The greatest influence on my becoming a playwright is the person who told me I had to face the fact that I wasn’t a writer.

 

We had co-written a full-length work as a team and had just come back from an out-of-state staged-reading of the piece. At the staged reading I saw a scene performed that I had never seen on the page. No one had consulted me about it, no one had told me it would replace one of my scenes. I addressed the issue upon our return. That’s when my writing partner told me that I had to face the fact that I wasn’t writer.

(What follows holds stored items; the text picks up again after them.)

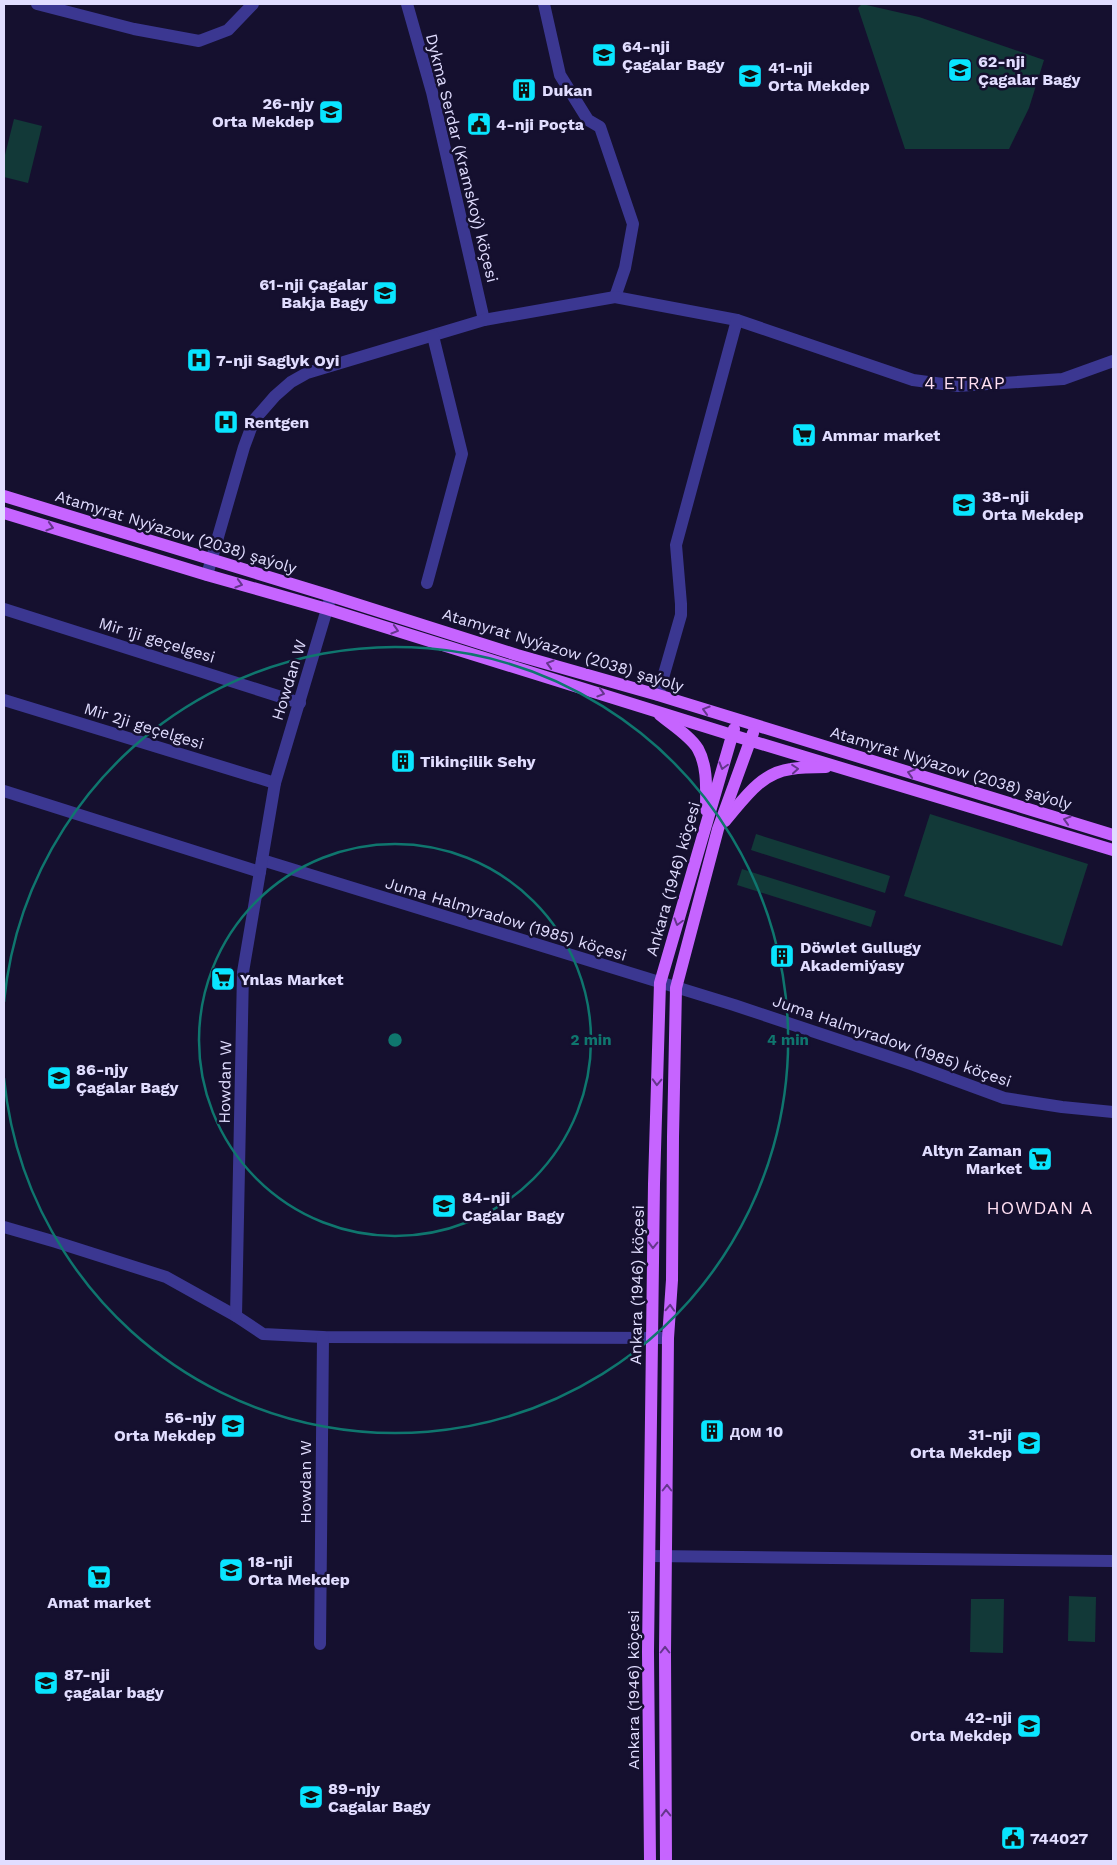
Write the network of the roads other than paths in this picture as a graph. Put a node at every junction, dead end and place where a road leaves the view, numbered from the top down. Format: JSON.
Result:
{"nodes":[{"id":1,"x":37,"y":4,"type":"edge"},
{"id":2,"x":253,"y":4,"type":"edge"},
{"id":3,"x":407,"y":4,"type":"edge"},
{"id":4,"x":544,"y":4,"type":"edge"},
{"id":5,"x":616,"y":297,"type":"junction"},
{"id":6,"x":484,"y":320,"type":"junction"},
{"id":7,"x":737,"y":320,"type":"junction"},
{"id":8,"x":432,"y":336,"type":"junction"},
{"id":9,"x":1113,"y":361,"type":"edge"},
{"id":10,"x":4,"y":496,"type":"edge"},
{"id":11,"x":4,"y":513,"type":"edge"},
{"id":12,"x":211,"y":561,"type":"junction"},
{"id":13,"x":207,"y":575,"type":"junction"},
{"id":14,"x":427,"y":583,"type":"dead end"},
{"id":15,"x":331,"y":596,"type":"junction"},
{"id":16,"x":4,"y":609,"type":"edge"},
{"id":17,"x":327,"y":609,"type":"junction"},
{"id":18,"x":658,"y":695,"type":"junction"},
{"id":19,"x":4,"y":700,"type":"edge"},
{"id":20,"x":300,"y":702,"type":"junction"},
{"id":21,"x":655,"y":710,"type":"junction"},
{"id":22,"x":736,"y":719,"type":"junction"},
{"id":23,"x":756,"y":725,"type":"junction"},
{"id":24,"x":732,"y":735,"type":"junction"},
{"id":25,"x":750,"y":740,"type":"junction"},
{"id":26,"x":835,"y":766,"type":"junction"},
{"id":27,"x":275,"y":783,"type":"junction"},
{"id":28,"x":4,"y":791,"type":"edge"},
{"id":29,"x":706,"y":825,"type":"junction"},
{"id":30,"x":718,"y":829,"type":"junction"},
{"id":31,"x":1113,"y":835,"type":"edge"},
{"id":32,"x":1113,"y":850,"type":"edge"},
{"id":33,"x":261,"y":866,"type":"junction"},
{"id":34,"x":660,"y":983,"type":"junction"},
{"id":35,"x":676,"y":988,"type":"junction"},
{"id":36,"x":1113,"y":1112,"type":"edge"},
{"id":37,"x":4,"y":1227,"type":"edge"},
{"id":38,"x":236,"y":1316,"type":"junction"},
{"id":39,"x":323,"y":1337,"type":"junction"},
{"id":40,"x":652,"y":1338,"type":"junction"},
{"id":41,"x":668,"y":1338,"type":"junction"},
{"id":42,"x":650,"y":1556,"type":"junction"},
{"id":43,"x":666,"y":1556,"type":"junction"},
{"id":44,"x":1113,"y":1561,"type":"edge"},
{"id":45,"x":320,"y":1644,"type":"dead end"},
{"id":46,"x":650,"y":1861,"type":"edge"},
{"id":47,"x":666,"y":1861,"type":"edge"}],
"edges":[{"from":1,"to":2,"type":"street"},
{"from":3,"to":6,"type":"street","name":"Dykma Serdar (Kramskoý) köçesi"},
{"from":4,"to":5,"type":"street"},
{"from":5,"to":6,"type":"street"},
{"from":5,"to":7,"type":"street"},
{"from":6,"to":8,"type":"street"},
{"from":7,"to":9,"type":"street"},
{"from":7,"to":18,"type":"street"},
{"from":8,"to":12,"type":"street"},
{"from":8,"to":14,"type":"street"},
{"from":10,"to":12,"type":"main road","name":"Atamyrat Nyýazow (2038) şaýoly"},
{"from":11,"to":13,"type":"main road","name":"Atamyrat Nyýazow (2038) şaýoly","one_way":true},
{"from":12,"to":13,"type":"street"},
{"from":12,"to":15,"type":"main road","name":"Atamyrat Nyýazow (2038) şaýoly"},
{"from":13,"to":17,"type":"main road","name":"Atamyrat Nyýazow (2038) şaýoly","one_way":true},
{"from":15,"to":17,"type":"street","name":"Howdan W"},
{"from":18,"to":15,"type":"main road","name":"Atamyrat Nyýazow (2038) şaýoly","one_way":true},
{"from":16,"to":20,"type":"street","name":"Mir 1ji geçelgesi"},
{"from":17,"to":20,"type":"street","name":"Howdan W"},
{"from":17,"to":21,"type":"main road","name":"Atamyrat Nyýazow (2038) şaýoly","one_way":true},
{"from":22,"to":18,"type":"main road","name":"Atamyrat Nyýazow (2038) şaýoly","one_way":true},
{"from":19,"to":27,"type":"street","name":"Mir 2ji geçelgesi"},
{"from":20,"to":27,"type":"street","name":"Howdan W"},
{"from":21,"to":24,"type":"main road","name":"Atamyrat Nyýazow (2038) şaýoly"},
{"from":21,"to":29,"type":"main road"},
{"from":22,"to":23,"type":"main road","name":"Atamyrat Nyýazow (2038) şaýoly"},
{"from":22,"to":24,"type":"main road","name":"Ankara (1946) köçesi"},
{"from":23,"to":25,"type":"main road","name":"Ankara (1946) köçesi"},
{"from":31,"to":23,"type":"main road","name":"Atamyrat Nyýazow (2038) şaýoly","one_way":true},
{"from":24,"to":25,"type":"main road","name":"Atamyrat Nyýazow (2038) şaýoly"},
{"from":24,"to":29,"type":"main road","name":"Ankara (1946) köçesi","one_way":true},
{"from":25,"to":26,"type":"main road","name":"Atamyrat Nyýazow (2038) şaýoly"},
{"from":25,"to":30,"type":"main road","name":"Ankara (1946) köçesi"},
{"from":30,"to":26,"type":"main road","one_way":true},
{"from":26,"to":32,"type":"main road","name":"Atamyrat Nyýazow (2038) şaýoly"},
{"from":27,"to":33,"type":"street","name":"Howdan W"},
{"from":28,"to":33,"type":"street","name":"Juma Halmyradow (1985) köçesi"},
{"from":29,"to":34,"type":"main road","name":"Ankara (1946) köçesi","one_way":true},
{"from":30,"to":35,"type":"main road","name":"Ankara (1946) köçesi"},
{"from":33,"to":34,"type":"street","name":"Juma Halmyradow (1985) köçesi"},
{"from":33,"to":38,"type":"street","name":"Howdan W"},
{"from":34,"to":35,"type":"street","name":"Juma Halmyradow (1985) köçesi"},
{"from":34,"to":40,"type":"main road","name":"Ankara (1946) köçesi","one_way":true},
{"from":35,"to":36,"type":"street","name":"Juma Halmyradow (1985) köçesi"},
{"from":41,"to":35,"type":"main road","name":"Ankara (1946) köçesi","one_way":true},
{"from":37,"to":38,"type":"street"},
{"from":38,"to":39,"type":"street"},
{"from":39,"to":40,"type":"street"},
{"from":39,"to":45,"type":"street","name":"Howdan W"},
{"from":40,"to":41,"type":"street"},
{"from":40,"to":42,"type":"main road","name":"Ankara (1946) köçesi"},
{"from":43,"to":41,"type":"main road","name":"Ankara (1946) köçesi","one_way":true},
{"from":42,"to":43,"type":"street"},
{"from":42,"to":46,"type":"main road","name":"Ankara (1946) köçesi"},
{"from":43,"to":44,"type":"street"},
{"from":47,"to":43,"type":"main road","name":"Ankara (1946) köçesi","one_way":true}]}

I set out that summer to see if it was true. Could I write plays? I read every book about playwriting that I could lay my hands on; attended every staged reading that summer at the O’Neill Theater Center (the place where I worked); lurked around the playwrights table at lunch time; went to every lecture given; and bought more than a few drinks for playwrights and directors in order to sit in their company well into the night. Gathering my courage, I asked the new director of the National Theater Institute if I could take their playwriting course, although I had no money for tuition. He granted me a space and waived the fee.

The classes were held on Sundays throughout the fall semester. Three hours of reading each week’s assignment and learning to discuss the plays. Before the first several sessions I would become physically ill. I learned not eat before the class. You see, I was going to find out once and for all if I could write plays. I wanted to write for theater, but I didn’t want to be a purveyor of schlock.

I consider that fall, the fall of ’98, the time when I became a determined playwright.

A friend of mine who is also a writer has heard me tell this story, and he tells me about watching Zorro with Tyrone Power, how Zorro receives a scratch from the sword of the villain, and Zorro’s response, “I needed that scratch to wake me up.”

I got scratched. I woke up. Now I write like mad. Z.